__DIRECTIONS__
Only lines containing "Owens" belong in the answer, each copied from the entries below.

=== Begin Enclosure ===

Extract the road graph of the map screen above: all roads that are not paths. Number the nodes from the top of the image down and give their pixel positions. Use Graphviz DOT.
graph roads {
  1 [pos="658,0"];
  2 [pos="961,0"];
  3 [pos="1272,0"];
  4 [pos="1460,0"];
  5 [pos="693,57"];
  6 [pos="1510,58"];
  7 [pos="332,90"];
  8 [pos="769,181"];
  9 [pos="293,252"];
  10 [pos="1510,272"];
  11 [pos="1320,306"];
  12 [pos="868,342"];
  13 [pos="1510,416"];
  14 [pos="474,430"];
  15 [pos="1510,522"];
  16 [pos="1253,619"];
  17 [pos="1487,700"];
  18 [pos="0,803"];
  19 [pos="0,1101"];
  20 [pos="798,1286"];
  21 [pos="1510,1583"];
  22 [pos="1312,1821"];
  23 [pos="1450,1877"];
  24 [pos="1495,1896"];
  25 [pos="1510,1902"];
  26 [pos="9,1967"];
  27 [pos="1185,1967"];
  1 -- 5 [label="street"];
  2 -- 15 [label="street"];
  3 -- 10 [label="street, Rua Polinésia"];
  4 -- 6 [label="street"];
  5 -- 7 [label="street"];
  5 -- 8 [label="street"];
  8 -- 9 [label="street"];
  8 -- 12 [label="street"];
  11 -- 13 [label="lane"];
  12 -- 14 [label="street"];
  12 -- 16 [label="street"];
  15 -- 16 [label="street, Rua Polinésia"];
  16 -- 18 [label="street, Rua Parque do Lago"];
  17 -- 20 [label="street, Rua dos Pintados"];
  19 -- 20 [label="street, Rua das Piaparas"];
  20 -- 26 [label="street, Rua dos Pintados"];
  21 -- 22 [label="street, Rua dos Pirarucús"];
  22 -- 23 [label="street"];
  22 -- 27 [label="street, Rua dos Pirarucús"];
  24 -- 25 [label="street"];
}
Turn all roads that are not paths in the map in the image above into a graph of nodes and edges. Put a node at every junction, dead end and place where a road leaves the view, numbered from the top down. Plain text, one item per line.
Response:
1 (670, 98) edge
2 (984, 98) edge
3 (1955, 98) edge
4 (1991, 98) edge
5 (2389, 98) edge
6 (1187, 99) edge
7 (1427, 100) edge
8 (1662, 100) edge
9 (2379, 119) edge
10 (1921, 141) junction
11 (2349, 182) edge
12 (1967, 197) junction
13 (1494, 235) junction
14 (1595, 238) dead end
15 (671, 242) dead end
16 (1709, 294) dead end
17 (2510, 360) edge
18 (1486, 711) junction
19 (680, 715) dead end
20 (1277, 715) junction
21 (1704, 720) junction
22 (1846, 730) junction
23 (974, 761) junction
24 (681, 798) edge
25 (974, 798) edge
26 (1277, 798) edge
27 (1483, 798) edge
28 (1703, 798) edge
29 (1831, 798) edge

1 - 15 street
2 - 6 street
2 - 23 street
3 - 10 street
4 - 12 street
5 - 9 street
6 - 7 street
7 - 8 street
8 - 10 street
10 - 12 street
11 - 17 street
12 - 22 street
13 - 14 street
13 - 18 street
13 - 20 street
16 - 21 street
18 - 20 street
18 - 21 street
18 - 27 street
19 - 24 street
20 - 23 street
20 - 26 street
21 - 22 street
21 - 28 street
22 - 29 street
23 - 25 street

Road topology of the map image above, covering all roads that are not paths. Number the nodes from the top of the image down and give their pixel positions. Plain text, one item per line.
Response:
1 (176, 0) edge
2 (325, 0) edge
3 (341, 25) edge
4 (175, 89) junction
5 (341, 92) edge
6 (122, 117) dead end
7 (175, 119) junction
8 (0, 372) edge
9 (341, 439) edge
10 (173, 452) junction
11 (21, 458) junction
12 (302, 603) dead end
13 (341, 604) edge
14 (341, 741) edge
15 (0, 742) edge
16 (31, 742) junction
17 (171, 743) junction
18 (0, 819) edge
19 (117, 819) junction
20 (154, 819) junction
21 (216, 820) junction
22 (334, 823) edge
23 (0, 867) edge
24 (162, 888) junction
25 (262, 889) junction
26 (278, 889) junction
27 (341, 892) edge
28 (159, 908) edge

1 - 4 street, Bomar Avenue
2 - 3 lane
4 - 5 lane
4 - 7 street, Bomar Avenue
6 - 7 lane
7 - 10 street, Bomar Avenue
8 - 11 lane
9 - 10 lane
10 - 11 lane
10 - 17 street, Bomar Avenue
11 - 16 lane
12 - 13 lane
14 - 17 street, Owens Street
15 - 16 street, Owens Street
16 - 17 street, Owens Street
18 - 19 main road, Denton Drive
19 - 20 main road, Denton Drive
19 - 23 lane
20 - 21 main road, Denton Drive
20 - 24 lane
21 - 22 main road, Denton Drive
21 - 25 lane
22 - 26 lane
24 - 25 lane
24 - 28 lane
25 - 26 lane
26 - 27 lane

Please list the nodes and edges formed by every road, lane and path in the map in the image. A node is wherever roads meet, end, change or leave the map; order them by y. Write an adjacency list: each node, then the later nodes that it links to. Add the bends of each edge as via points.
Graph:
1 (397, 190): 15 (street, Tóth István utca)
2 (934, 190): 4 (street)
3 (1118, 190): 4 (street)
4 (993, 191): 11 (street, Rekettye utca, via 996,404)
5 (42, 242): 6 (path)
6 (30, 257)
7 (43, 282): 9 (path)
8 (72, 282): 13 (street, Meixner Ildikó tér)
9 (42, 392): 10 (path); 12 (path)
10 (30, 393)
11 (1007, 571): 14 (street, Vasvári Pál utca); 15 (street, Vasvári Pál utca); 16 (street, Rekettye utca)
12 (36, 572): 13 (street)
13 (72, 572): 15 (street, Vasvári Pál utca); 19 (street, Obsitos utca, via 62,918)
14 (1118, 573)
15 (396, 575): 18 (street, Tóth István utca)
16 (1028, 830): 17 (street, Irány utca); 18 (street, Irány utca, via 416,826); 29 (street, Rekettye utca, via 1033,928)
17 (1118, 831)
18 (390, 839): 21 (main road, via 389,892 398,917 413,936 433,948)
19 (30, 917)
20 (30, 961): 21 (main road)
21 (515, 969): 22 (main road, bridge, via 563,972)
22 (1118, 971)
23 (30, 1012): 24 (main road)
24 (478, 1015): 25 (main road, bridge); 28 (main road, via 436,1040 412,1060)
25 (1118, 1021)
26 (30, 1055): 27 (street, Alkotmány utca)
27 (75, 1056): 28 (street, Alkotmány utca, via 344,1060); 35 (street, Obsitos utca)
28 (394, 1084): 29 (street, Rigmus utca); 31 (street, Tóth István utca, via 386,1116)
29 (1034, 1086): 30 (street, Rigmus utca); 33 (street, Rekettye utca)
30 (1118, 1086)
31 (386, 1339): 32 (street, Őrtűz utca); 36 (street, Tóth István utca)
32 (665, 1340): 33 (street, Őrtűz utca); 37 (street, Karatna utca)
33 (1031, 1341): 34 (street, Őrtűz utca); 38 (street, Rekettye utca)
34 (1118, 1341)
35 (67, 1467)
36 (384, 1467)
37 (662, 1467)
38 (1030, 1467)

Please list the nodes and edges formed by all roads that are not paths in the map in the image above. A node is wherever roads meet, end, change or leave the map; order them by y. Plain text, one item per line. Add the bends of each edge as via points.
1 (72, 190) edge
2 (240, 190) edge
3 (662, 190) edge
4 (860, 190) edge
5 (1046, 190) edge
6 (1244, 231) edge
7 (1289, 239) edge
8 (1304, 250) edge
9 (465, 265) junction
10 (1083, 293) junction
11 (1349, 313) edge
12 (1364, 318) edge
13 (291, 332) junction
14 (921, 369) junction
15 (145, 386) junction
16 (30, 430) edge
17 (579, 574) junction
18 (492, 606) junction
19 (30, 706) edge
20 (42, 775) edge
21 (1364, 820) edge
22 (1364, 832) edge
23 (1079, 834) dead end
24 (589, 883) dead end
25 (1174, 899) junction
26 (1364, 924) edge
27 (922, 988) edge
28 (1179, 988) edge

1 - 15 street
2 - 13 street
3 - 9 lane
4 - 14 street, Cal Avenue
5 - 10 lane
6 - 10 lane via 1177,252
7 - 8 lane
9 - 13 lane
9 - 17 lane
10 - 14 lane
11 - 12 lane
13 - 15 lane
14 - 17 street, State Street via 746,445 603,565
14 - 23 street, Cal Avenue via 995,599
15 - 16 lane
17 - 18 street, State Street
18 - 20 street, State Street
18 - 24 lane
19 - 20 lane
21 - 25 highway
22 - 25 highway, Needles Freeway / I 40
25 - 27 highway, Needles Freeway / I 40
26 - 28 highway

=== End Enclosure ===

__SOLUTION TO THIS PROBLEM__
14 - 17 street, Owens Street
15 - 16 street, Owens Street
16 - 17 street, Owens Street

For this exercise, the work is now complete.